Her Türk ve Müslüman’ın içini acıtması gereken bir konu…
Doğu Türkistan’ın doğusunda işgali altında bulunduğu Çin, Moğolistan ve Tibet; batısında Batı Türkistan; kuzeyinde Sibirya; güneyinde ise Hindistan, Pakistan ve Tibet bulunmaktadır.
Doğu Türkistan’ın yüzölçümü Yaklaşık 2 milyon km kareye yakın olup; Türkiye’nin yaklaşık olarak üç katı bir büyüklüğe sahiptir. Doğu Türkistan Asya’nın tam ortasında olması nedeniyle tarih boyunca stratejik bir öneme sahip olmuştur.
Araştırmacılara göre Doğu Türkistan’ın kömür rezervi 1 trilyon 50 milyar ton olup, Çinliler 1949-1989 yılları arasında bunun ancak 250 milyon tonunu çıkarabilmişlerdir. Doğu Türkistan’da 66 altın yatağı mevcut bulunmaktadır. Daha bitmedi…
Doğu Türkistan’da petrol rezervi yaklaşık 18 milyar ton olarak hesaplanmıştır. Tüm doğal kaynak zenginliğiyle içinde yaşadığımız yüzyılın “Kuveyt”i olarak da adlandırılmaktadır. Türk medeniyet tarihinde çok önemli yer tutan Uygurların en büyük boyları bu bölgeye gelmiştir.
Uygur boylarından bazıları da Kansu adındaki bölgeye gelip yerleşmişlerdir. Bu yüzden onlara Kansu Uygurları veya bilinen adıyla “Sarı Uygurlar” da denilmektedir. 1759’da Çin orduları Kaşgar ve çevresini işgal ettiler.
Türkler, vatanlarını kahramanca savunmalarına karşın yenilmiş ve Çin’liler 3 yıl içinde yaklaşık olarak 1 milyon 200 bin Türk’ü öldürmüş ve yine yaklaşık olarak 12.000 Türk’ü de Çin içlerine kadar sürmüştür.
1826 yılında Burhaneddin Hoca’nın torunu Cihangir Bey Kırgızların yardımıyla Kaşgar’ı ele geçirip Yarkent ve Hotanı da içine alan bir devlet kurmuştu. 1847 de Çin kalabalık ve güçlü bir orduyla bu devleti de yıkarak bölgeyi istila etti.
TÜRK’ÜN DÜŞMANI SAYMAKLA BİTMEZ
1852 yılında Miralay Blaramberg kumandasındaki Rus ordusunun Akmescit’e saldırısı Yakup Bey tarafından püskürtüldü.

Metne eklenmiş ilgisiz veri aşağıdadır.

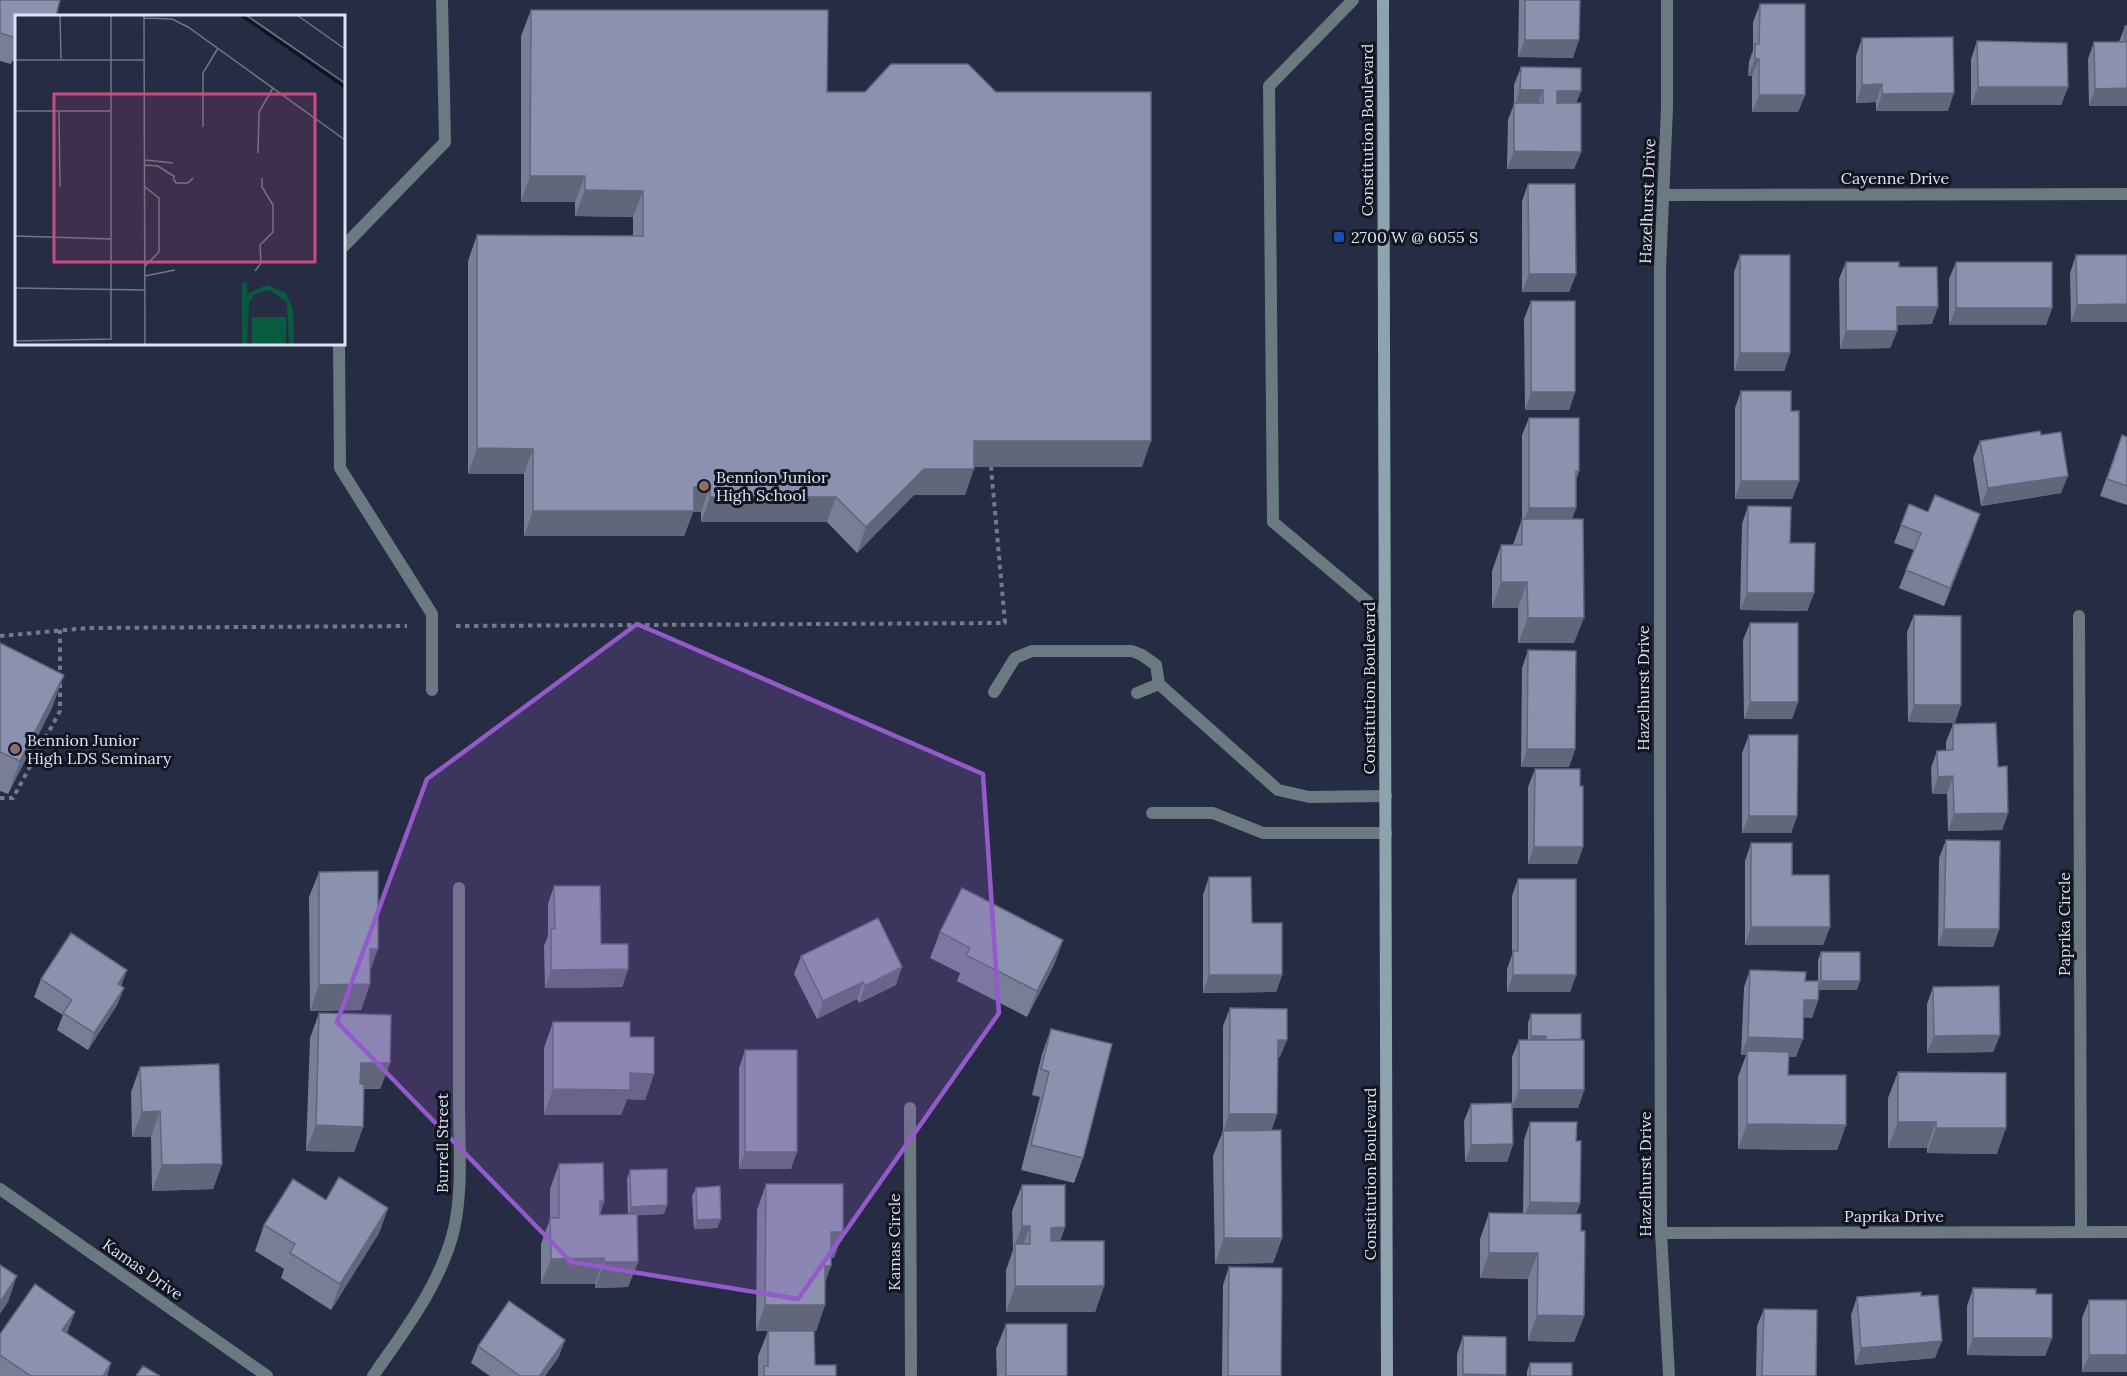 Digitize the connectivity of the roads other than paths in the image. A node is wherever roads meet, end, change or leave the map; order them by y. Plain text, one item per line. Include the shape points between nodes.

Yakup Bey, 1866 yılında, Kaşgar Hanlığını “Atalık Gazi Devleti”ni kurdu. 1860’lı yıllardan sonra yaşanan olumsuz gelişmelerden dolayı Yakup Han Osmanlı Devletine elçi göndererek Uygur Türkleri’ne yardım istedi.
Osmanlı Sultanı Abdülaziz’in talimatıyla Osmanlı Devleti, Kaşgar ordusunu eğitecek subaylarla birlikte yaklaşık 2000 tüfek, 6 adet Krupp topu, Kaşgar’da imal edilmek üzere kapsül ve barut imal aletleri gönderdi. 1875 yılında Uygurlar halife adına hutbe okutmaya başlayarak, sikkeleri Abdülaziz adına bastırdılar.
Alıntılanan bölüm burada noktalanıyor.